* PROBLEM TO SOLVE *
Pull every line containing "Avenue" from the listing below.
------ RECORD EXCERPTS
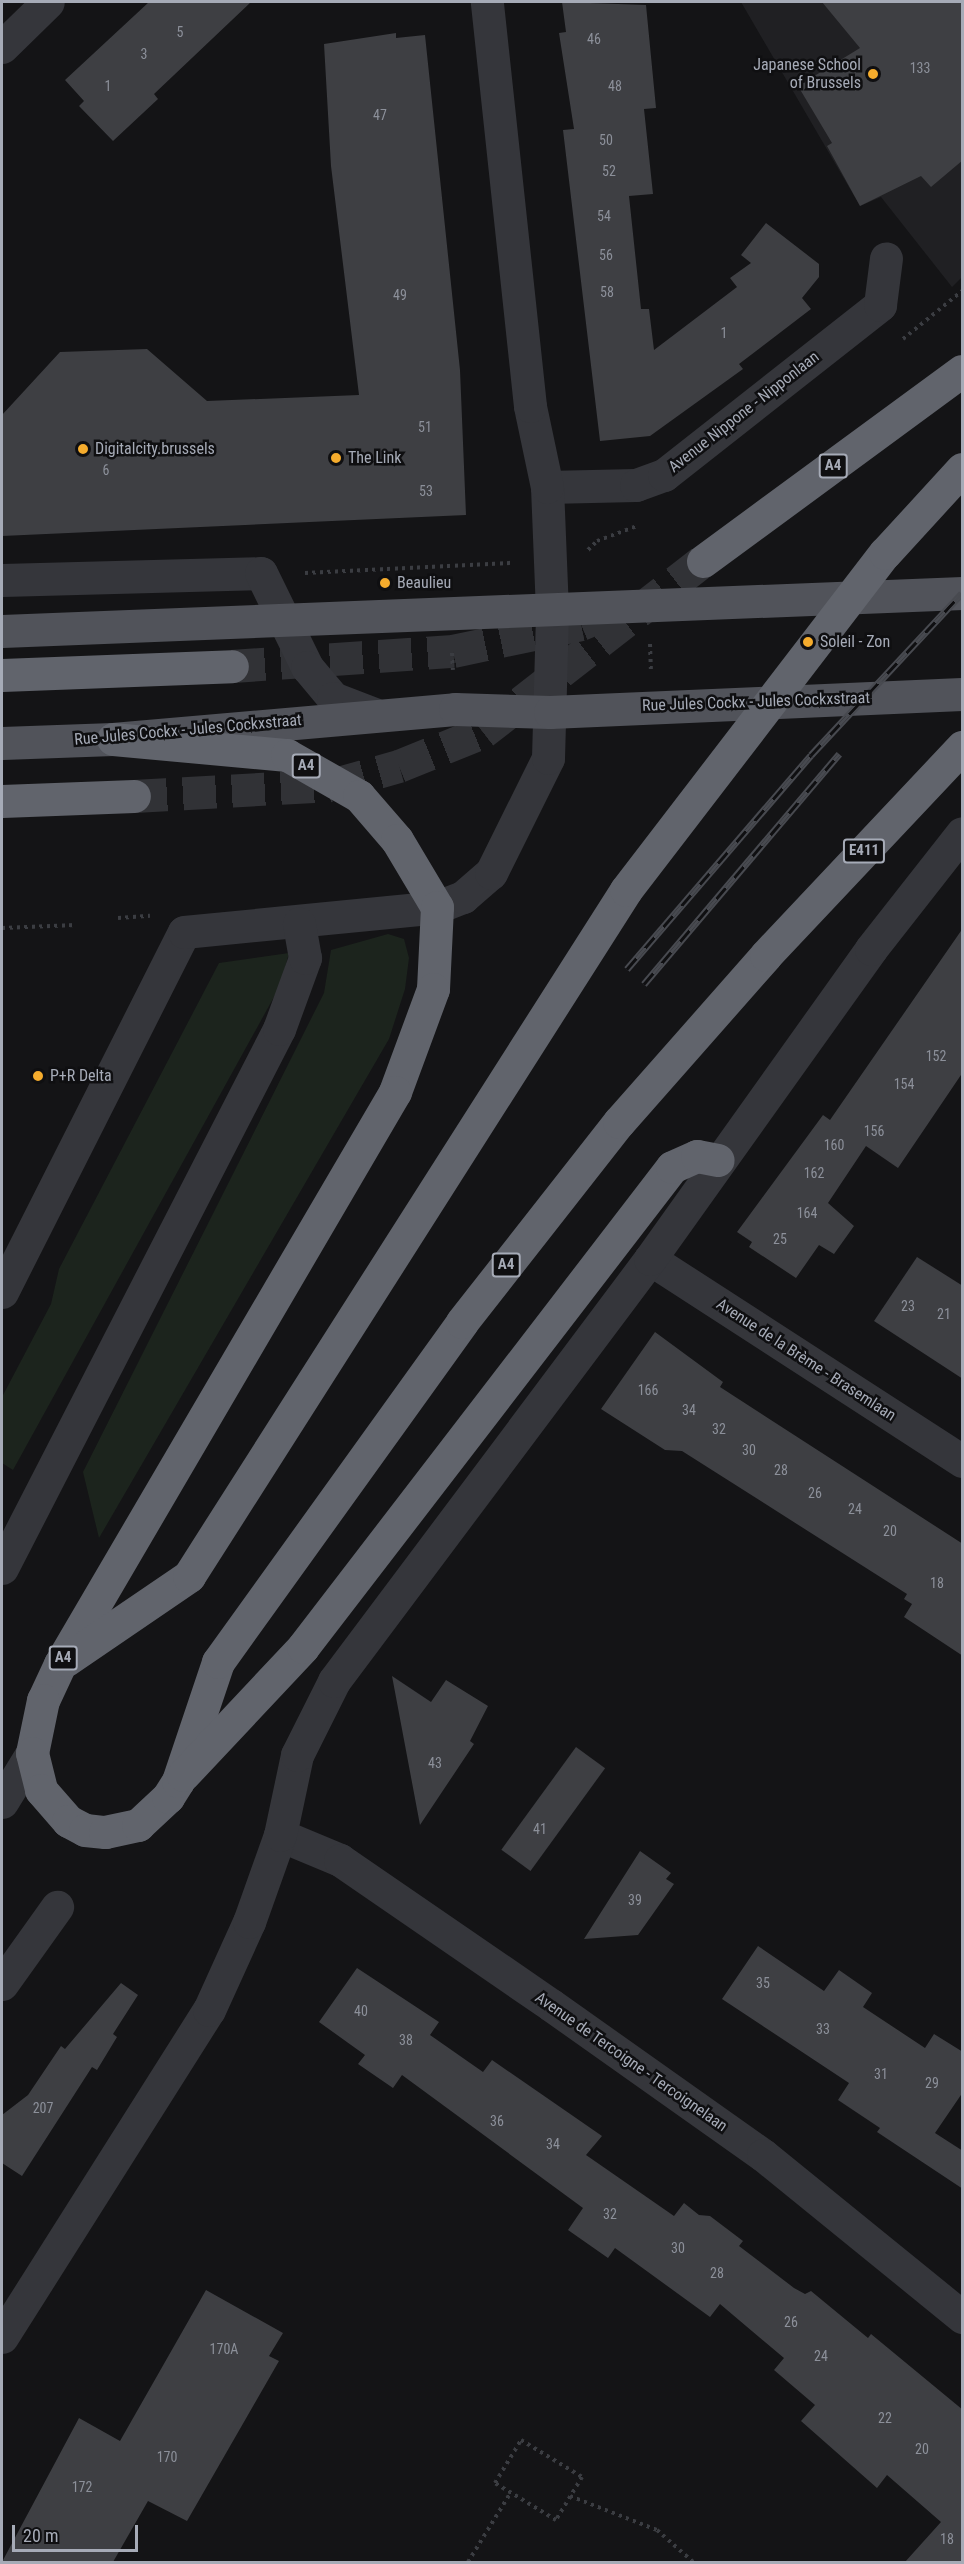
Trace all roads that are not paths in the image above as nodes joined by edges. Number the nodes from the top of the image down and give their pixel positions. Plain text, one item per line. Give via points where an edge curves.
1 (48, 2) edge
2 (487, 2) edge
3 (2, 47) edge
4 (886, 258) dead end
5 (963, 371) edge
6 (963, 469) edge
7 (547, 487) junction
8 (703, 561) tunnel mouth
9 (2, 580) edge
10 (963, 593) edge
11 (552, 611) junction
12 (283, 617) junction
13 (2, 631) edge
14 (232, 666) tunnel mouth
15 (2, 675) edge
16 (963, 694) edge
17 (550, 712) junction
18 (374, 714) junction
19 (113, 739) junction
20 (2, 743) edge
21 (963, 747) edge
22 (134, 796) tunnel mouth
23 (2, 801) edge
24 (963, 833) edge
25 (436, 907) junction
26 (299, 924) junction
27 (766, 955) joint
28 (718, 1160) junction
29 (650, 1259) junction
30 (2, 1292) edge
31 (963, 1461) edge
32 (2, 1568) edge
33 (60, 1664) junction
34 (33, 1753) junction
35 (178, 1781) junction
36 (2, 1802) edge
37 (280, 1835) junction
38 (57, 1907) dead end
39 (2, 1984) edge
40 (963, 2317) edge
41 (2, 2337) edge

1 - 3 street
2 - 7 street via 530,406
4 - 7 street, Avenue Nippone - Nipponlaan via 880,305 664,475 636,485
5 - 8 highway, A4
6 - 33 highway via 885,554 626,890 189,1576
7 - 11 street
9 - 12 street, Rue Jules Cockx - Jules Cockxstraat via 261,573
10 - 11 main road via 641,604
11 - 12 main road
11 - 17 street
12 - 13 main road
12 - 18 street, Rue Jules Cockx - Jules Cockxstraat via 307,667 333,698
14 - 15 highway
16 - 17 main road, Rue Jules Cockx - Jules Cockxstraat via 647,693
17 - 18 main road, Rue Jules Cockx - Jules Cockxstraat via 455,709
17 - 25 street via 548,758 491,873 463,897
18 - 19 main road, Rue Jules Cockx - Jules Cockxstraat
19 - 20 main road, Rue Jules Cockx - Jules Cockxstraat
19 - 25 highway, A4 via 287,755 359,796 387,826
21 - 27 highway, E411
22 - 23 highway
24 - 28 street via 871,949
25 - 26 street
25 - 33 highway, A4 via 433,989 395,1092
26 - 30 street via 184,932
26 - 32 street via 305,958 279,1029
27 - 35 highway, A4 via 619,1122 462,1322 318,1520 218,1662
28 - 29 street
28 - 35 highway via 697,1156 672,1167 303,1647
29 - 31 street, Avenue de la Brème - Brasemlaan
29 - 37 street via 334,1681 297,1755
33 - 34 highway, A4 via 38,1718
34 - 35 highway, A4 via 41,1790 53,1808 85,1830 105,1832 138,1825 156,1812
34 - 36 street
37 - 40 street, Avenue de Tercoigne - Tercoignelaan via 340,1860 551,2005 763,2155
37 - 41 street via 249,1922 209,2010
38 - 39 street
------------
* WRITTEN RESPONSE *
4 - 7 street, Avenue Nippone - Nipponlaan via 880,305 664,475 636,485
29 - 31 street, Avenue de la Brème - Brasemlaan
37 - 40 street, Avenue de Tercoigne - Tercoignelaan via 340,1860 551,2005 763,2155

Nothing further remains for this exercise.